The answer to the first question is Jason Bourne. I was brainstorming about how could you design a combat model that would make Jason Bourne work properly. Having a Synapse attribute was the answer to that. It made that kind of high-speed combat possible.

The second question is more complex, but basically I envisioned that the GM would choose whatever constraints they want to put on character creation, just like you would in GURPs or HERO. The GM should probably not allow people to build ant-people in a modern espionage game. If the GM has a specific game world planned out, they may delineate cultures and races to choose from. They may even say "all your connections must live in the city of Neverwinter" if they are restricting the campaign to that city. That kind of thing.

Bloody Stupid Johnson

Have skimmed it, but still going back to review sections. An interesting read though as with the others, not quite to my tastes (I like killing things and taking their stuff). Certainly the artwork is incredible, and I didn't note many if any typos or grammatical stuff (one minor - for pg 23, I think you mean "yoke" not "yolk" of the aircraft ;) ).

On my first pass through I skimmed over the "what is roleplaying" kind of section, which unfortunately also meant I missed out on some context as to the mechanics that would have probably have helped during chargen. On rereading this made more sense, though perhaps bringing details on the core mechanics forward would have helped.

I'm still scratching my head over the core precepts here - that your essentially modelling a character as developing organically with their mental potential and experiences interacting to shape all their later development? The section explaining this deed seem a little negative toward traditional RPGs, over what's a subtle distinction if any. I'm not sure there's really any difference between "character with strong Spatial ability, with experiences around combat" and "character with high Dex and levels in fighter".

The mentals-only system might be a good system for something like a transhumanist SF setting (e.g. Eclipse Phase ), given that system from what I've heard has body switching but handles attribute changes from this badly.
I don't actually agree with this from a simulation perspective though - I do think there is an organic basis to physical attributes to some extent (e.g. for Strength apart from height effectively changing muscle cross-section, there are specific genes that give differing metabolisms, limit maximum muscle development due to bone strength, or give different numbers of muscle cells or breakdown of slow twitch and fast twitch fibers).  I do like the way character options can boost Strength later since exercise is a key factor, but I think there should be an innate component to Strength as well.  

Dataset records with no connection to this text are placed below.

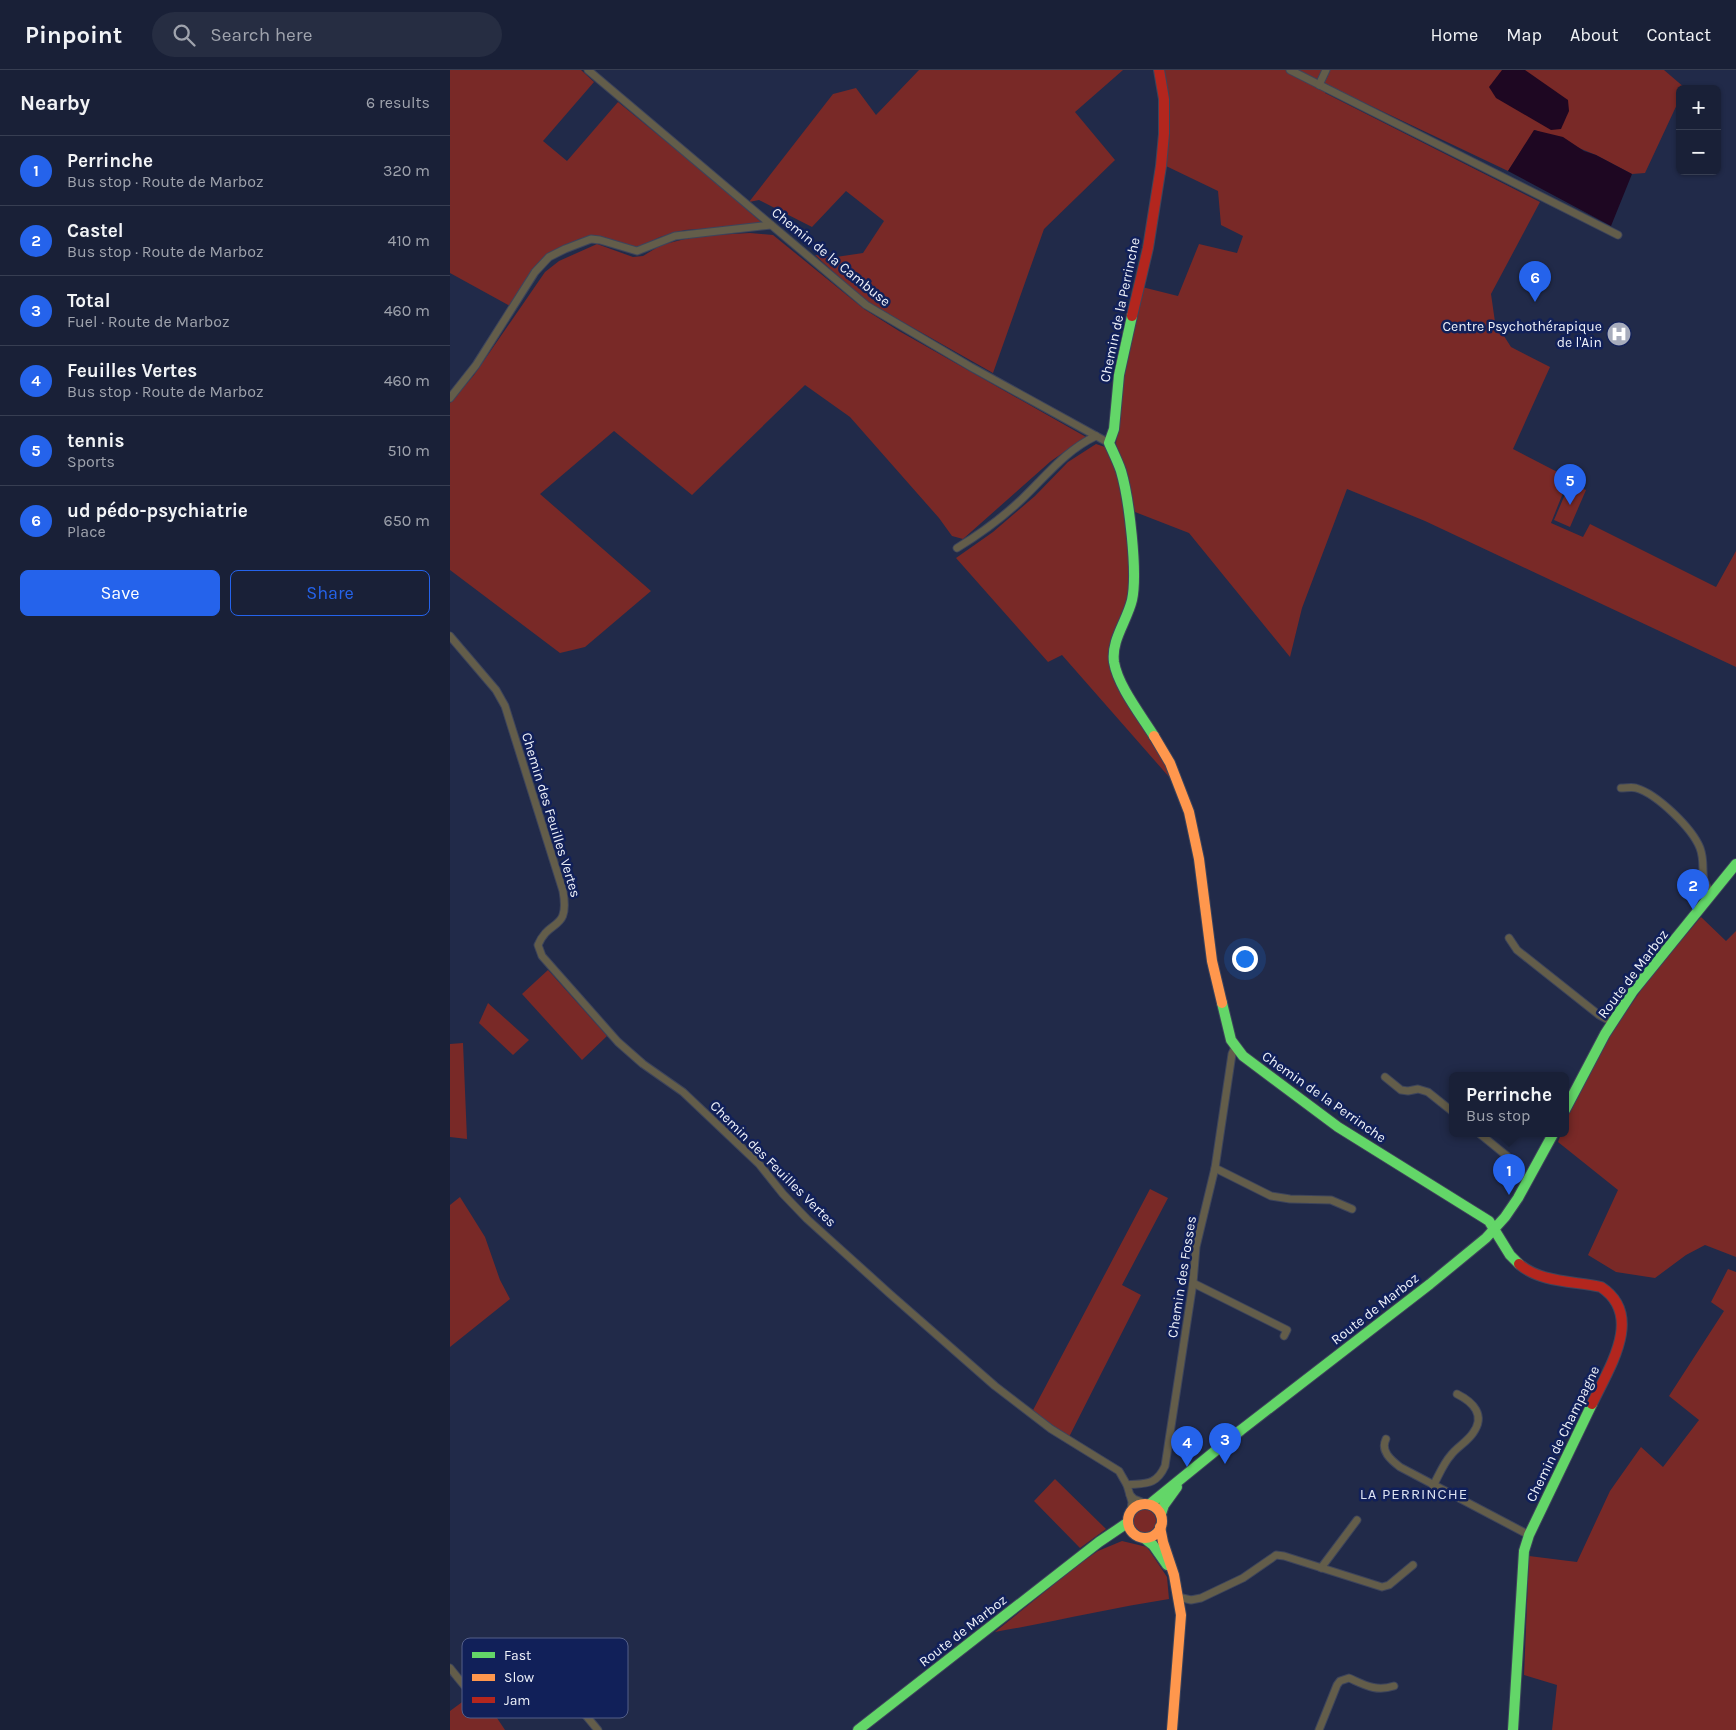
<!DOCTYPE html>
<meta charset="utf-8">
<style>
body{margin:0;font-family:Karla,sans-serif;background:#262d42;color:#f1f3f6}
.controls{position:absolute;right:15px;top:15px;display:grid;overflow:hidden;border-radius:8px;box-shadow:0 1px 4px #0004}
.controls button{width:45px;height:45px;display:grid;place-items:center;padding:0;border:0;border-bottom:1px solid #373e52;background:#192037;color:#f1f3f6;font:25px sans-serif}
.you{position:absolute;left:794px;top:888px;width:18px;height:18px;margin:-12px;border:4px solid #fff;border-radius:50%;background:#1a73e8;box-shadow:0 0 0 8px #1a73e833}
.badge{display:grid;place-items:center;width:32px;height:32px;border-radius:50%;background:#2563eb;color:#fff;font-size:16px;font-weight:700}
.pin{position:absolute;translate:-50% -41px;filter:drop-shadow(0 1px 2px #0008)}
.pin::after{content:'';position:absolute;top:26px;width:18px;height:15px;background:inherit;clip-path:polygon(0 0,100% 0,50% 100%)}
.popup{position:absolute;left:999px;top:1002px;width:120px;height:65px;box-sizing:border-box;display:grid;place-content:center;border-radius:8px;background:#192037;filter:drop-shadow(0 1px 4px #0005);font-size:16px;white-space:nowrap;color:#9fa3ad}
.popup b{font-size:19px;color:#f1f3f6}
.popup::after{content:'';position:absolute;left:50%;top:100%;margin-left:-10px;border:10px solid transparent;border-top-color:#192037}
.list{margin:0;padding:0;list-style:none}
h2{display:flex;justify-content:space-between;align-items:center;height:65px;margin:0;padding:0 20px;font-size:21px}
h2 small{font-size:16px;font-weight:400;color:#9fa3ad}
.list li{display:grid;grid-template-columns:32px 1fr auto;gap:15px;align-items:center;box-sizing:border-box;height:70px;padding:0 20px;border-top:1px solid #373e52}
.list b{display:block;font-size:19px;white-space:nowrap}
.list p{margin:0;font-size:16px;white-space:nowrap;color:#9fa3ad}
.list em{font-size:16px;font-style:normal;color:#9fa3ad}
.actions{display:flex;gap:10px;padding:15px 20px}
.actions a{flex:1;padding:11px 0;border:1px solid #2563eb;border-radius:8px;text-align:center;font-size:18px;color:#2563eb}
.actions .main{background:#2563eb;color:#fff}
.icon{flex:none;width:28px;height:28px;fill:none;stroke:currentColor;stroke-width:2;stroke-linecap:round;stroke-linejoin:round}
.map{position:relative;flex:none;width:1286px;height:1660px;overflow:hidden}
header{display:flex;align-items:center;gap:30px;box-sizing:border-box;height:70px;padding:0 25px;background:#192037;border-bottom:1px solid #373e52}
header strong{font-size:24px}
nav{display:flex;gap:28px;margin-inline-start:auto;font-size:18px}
.search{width:350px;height:45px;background:#262d42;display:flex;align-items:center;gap:12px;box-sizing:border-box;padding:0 18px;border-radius:28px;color:#9fa3ad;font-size:19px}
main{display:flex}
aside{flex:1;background:#192037}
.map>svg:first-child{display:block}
</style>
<header>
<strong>Pinpoint</strong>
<div class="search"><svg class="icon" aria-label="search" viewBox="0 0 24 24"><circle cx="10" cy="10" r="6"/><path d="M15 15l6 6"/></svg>Search here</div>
<nav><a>Home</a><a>Map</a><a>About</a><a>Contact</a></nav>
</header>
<main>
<aside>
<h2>Nearby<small>6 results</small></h2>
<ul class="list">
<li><span class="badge">1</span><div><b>Perrinche</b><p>Bus stop · Route de Marboz</p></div><em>320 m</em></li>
<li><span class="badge">2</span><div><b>Castel</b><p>Bus stop · Route de Marboz</p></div><em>410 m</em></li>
<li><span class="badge">3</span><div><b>Total</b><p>Fuel · Route de Marboz</p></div><em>460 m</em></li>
<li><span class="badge">4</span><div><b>Feuilles Vertes</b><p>Bus stop · Route de Marboz</p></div><em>460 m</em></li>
<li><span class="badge">5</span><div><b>tennis</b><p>Sports</p></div><em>510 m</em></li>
<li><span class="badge">6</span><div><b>ud pédo-psychiatrie</b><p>Place</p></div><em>650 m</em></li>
</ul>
<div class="actions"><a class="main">Save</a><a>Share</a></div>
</aside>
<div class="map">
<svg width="1286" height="1660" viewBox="0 0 1286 1660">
<rect width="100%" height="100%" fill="#212a49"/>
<!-- green -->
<g fill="#792927">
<polygon points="0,0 131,0 144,12 93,71 117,91 168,32 257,105 311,152 308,155 235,160 210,167 189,177 181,177 153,167 143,166 129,169 103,182 62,237 0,203"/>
<polygon points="469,0 673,0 625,42 665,90 594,159 543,303 414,230 365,185 386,187 413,183 434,151 396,121 362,157 309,130 299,132 383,24 406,18 426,45"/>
<polygon points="711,0 1214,0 1235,18 1230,19 1230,28 1195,103 1182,104 1146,85 1085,60 1058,101 879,16 875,23 1090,132 1041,224 1045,252 1061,277 1100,297 1063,379 1119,408 1101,453 1133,467 1140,454 1266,517 1286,481 1286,597 975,451 897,419 852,538 840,587 739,463 685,442 666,374 671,312 692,217 728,226 749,174 787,183 793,166 771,155 768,121 716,96"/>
<polygon points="300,163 323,165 414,239 449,261 636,367 601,391 513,469 502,466 489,448 400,347 355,315 242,425 164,361 90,424 201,521 135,577 110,583 0,500 0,333 24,305 95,202 109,191 147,174 183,187 193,186 211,175 247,166"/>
<polygon points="646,374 658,378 666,399 676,453 681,505 679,529 660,579 662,599 709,677 727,716 612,585 598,592 506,488 543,462 585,426 618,392"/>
<polygon points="1120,413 1136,420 1120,457 1104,450"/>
<polygon points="1251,847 1276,871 1286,861 1286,1187 1255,1175 1236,1185 1205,1208 1166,1202 1138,1185 1168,1120 1108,1072 1111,1064 1115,1064 1115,1054 1123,1035 1159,967 1200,907"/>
<polygon points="98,900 157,966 132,990 72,924"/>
<polygon points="38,933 79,970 63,985 29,953"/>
<polygon points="13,973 17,1069 0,1067 0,974"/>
<polygon points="700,1119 718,1128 672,1215 691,1225 619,1367 582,1342"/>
<polygon points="10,1127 35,1167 50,1210 60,1229 0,1277 0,1135"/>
<polygon points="1278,1199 1286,1202 1286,1660 1102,1660 1107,1615 1074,1605 1079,1486 1127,1492 1160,1421 1191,1377 1213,1397 1249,1350 1219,1326 1274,1241 1261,1232"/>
<polygon points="605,1409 656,1459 630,1478 584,1431"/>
<circle cx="694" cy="1451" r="12"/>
<path d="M672,1471L697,1477L717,1507L719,1529C661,1538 603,1552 545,1562L629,1494L648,1481Z"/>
<polygon points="19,1627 32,1640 47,1648 55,1660 0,1660 0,1641"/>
</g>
<!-- water -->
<g fill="#1e0722">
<polygon points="1052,0 1075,0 1118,30 1119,41 1111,59 1101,60 1046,28 1039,17"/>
<polygon points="1084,60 1113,67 1134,81 1146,85 1182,104 1161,156 1058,101"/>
</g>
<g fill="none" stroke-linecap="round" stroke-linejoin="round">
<defs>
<g id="street">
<polyline points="138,0 416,235 521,297 659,373"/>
<polyline points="840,0 1168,165"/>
<polyline points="869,15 876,0"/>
<polyline points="0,328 26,295 85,202 99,187 115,179 141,169 150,170 187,181 225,166 321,155"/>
<path d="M507,478C530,464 552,448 572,429C596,406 616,380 646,366"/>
<path d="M0,566L46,620L55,636L113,821C120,862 99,848 88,875L92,886L168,972L193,994L233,1022L309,1094L333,1124L357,1149L440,1224L545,1316L601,1359L669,1401L677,1415L682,1432L681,1440"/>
<path d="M1171,718C1176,718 1182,717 1186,718C1207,724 1242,758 1250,778C1257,797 1247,807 1262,824"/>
<polyline points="1059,868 1067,880 1149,945 1162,952"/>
<polyline points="935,1007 951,1020 958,1021 968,1019 978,1022 1003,1042"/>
<polyline points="1030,1064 1057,1086 1077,1113"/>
<polyline points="765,1098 821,1126 840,1129 881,1130 902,1139"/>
<polyline points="743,1213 837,1260 834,1266"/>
<path d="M936,1369C930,1381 941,1390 950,1397L1079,1465"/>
<path d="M677,1415C695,1413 706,1416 715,1396L743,1213L746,1177L765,1098L782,984L785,977"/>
<path d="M983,1416C989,1405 993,1394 1001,1385C1007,1377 1017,1372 1023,1363C1036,1345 1023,1332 1007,1324"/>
<polyline points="680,1425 684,1429 694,1433"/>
<polyline points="871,1498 907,1450"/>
<polyline points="728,1527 741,1530 751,1528 793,1508 822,1488 826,1485 834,1486 932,1517 939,1515 963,1495"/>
<path d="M0,1598C26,1630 42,1656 86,1632C93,1628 102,1623 111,1626C126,1630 138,1649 148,1660"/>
<path d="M869,1660L887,1615L890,1611L899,1608C915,1615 926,1622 944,1616"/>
</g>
<g id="fast">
<path d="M682,246L669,305L664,359L659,373C663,382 668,392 671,401C679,428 688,503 682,530C677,551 661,570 664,592C668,616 691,645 704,666"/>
<polyline points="772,933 781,970 793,986 888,1057 1039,1151 1060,1185 1069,1194"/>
<polyline points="1115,1040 1155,964 1183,921 1286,794"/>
<polyline points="700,1434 791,1360 980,1214 1036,1168 1055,1147 1068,1128 1103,1064"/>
<polyline points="711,1444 714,1435 727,1417"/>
<polyline points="694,1468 703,1475 717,1495"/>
<polyline points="408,1660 649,1472 677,1453"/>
<polyline points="1063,1660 1074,1481 1079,1465 1142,1334"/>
</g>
<g id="slow">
<polyline points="704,666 720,693 739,742 749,789 762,891 772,933"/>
<circle cx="695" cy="1451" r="17"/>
<polyline points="710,1457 713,1472 724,1505 731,1545 722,1660"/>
</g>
<g id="jam">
<polyline points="682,246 698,178 711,96 714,64 714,29 709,0"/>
<path d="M1069,1194C1091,1213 1125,1211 1151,1217C1195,1246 1158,1299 1142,1334"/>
</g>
</defs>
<!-- street casing -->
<use href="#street" stroke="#3d445b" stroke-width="9"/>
<!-- fast casing -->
<use href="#fast" stroke="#3d445b" stroke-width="12"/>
<!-- slow casing -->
<use href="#slow" stroke="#3d445b" stroke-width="12"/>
<!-- jam casing -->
<use href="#jam" stroke="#3d445b" stroke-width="12"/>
<!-- street -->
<use href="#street" stroke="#635d4a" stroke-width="7"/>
<!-- fast -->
<use href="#fast" stroke="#63d668" stroke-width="10"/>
<!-- slow -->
<use href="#slow" stroke="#ff974d" stroke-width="10"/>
<!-- jam -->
<use href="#jam" stroke="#b3261e" stroke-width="10"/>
</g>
<!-- icons -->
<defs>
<symbol id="hospital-disc" viewBox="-11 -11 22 22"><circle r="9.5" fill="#a7acbc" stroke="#112059"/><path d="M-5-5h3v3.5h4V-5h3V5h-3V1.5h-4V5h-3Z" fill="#fff"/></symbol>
</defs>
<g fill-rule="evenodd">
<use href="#hospital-disc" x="1155" y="250" width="28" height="28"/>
</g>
<g text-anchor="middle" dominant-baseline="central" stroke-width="5" stroke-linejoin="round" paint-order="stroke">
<!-- street labels -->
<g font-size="14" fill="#eff2fa" stroke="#112059">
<text transform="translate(381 187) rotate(39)">Chemin de la Cambuse</text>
<text transform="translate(670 240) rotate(-78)">Chemin de la Perrinche</text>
<text transform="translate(101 745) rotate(73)">Chemin des Feuilles Vertes</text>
<text transform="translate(1183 904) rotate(-53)">Route de Marboz</text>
<text transform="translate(874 1027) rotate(35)">Chemin de la Perrinche</text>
<text transform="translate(323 1094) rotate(45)">Chemin des Feuilles Vertes</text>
<text transform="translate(732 1207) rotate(-81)">Chemin des Fosses</text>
<text transform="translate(925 1239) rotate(-38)">Route de Marboz</text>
<text transform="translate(1113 1364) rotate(-64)">Chemin de Champagne</text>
<text transform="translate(513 1561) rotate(-38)">Route de Marboz</text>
</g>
<!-- poi labels -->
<g font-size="14" fill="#eff2fa" stroke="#112059" text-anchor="end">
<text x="1152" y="256">Centre Psychothérapique<tspan x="1152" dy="16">de l'Ain</tspan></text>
</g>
<!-- neighbourhood labels -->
<g font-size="15" letter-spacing="1" fill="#dce2f1" stroke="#112059">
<text x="964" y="1424">LA PERRINCHE</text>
</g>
</g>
<!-- legend -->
<rect x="12" y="1568" width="166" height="80" rx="8" fill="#112059" stroke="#545f89" stroke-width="1"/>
<rect x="22" y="1582" width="23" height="6" fill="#63d668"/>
<rect x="22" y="1604" width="23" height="7" fill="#ff974d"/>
<rect x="22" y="1627" width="23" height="6" fill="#b3261e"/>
<g font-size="14" fill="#eff2fa">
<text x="54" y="1590">Fast</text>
<text x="54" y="1612">Slow</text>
<text x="54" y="1635">Jam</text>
</g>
</svg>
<div class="controls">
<button>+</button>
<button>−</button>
</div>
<div class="you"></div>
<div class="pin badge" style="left:1059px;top:1125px">1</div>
<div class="popup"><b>Perrinche</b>Bus stop</div>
<div class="pin badge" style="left:1243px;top:840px">2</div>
<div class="pin badge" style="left:775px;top:1394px">3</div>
<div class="pin badge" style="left:737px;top:1397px">4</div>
<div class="pin badge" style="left:1120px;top:435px">5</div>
<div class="pin badge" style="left:1085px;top:232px">6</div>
</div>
</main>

As far as quantifying contacts and motivations + cultural factors, I'd have to read through it in alot more detail before I could really judge whether you've succeeded in making a system that represents sentient psychology adequately - something most systems give up as waaay too hard. Personally this isn't something I particularly want to model, in that I'd rather come to my own decisions about my character. I suspect the Roleplay-focussed players would generally rather just roleplay without the stats, and the not-so-RP-interested characters would rather devote character sheet space to more weapons, but I could be mistaken. Mostly I can only see evil applications for your system i.e. where the GM runs Synapse because he's sick of bland characters and wants to force munchkins to be Roleplayers.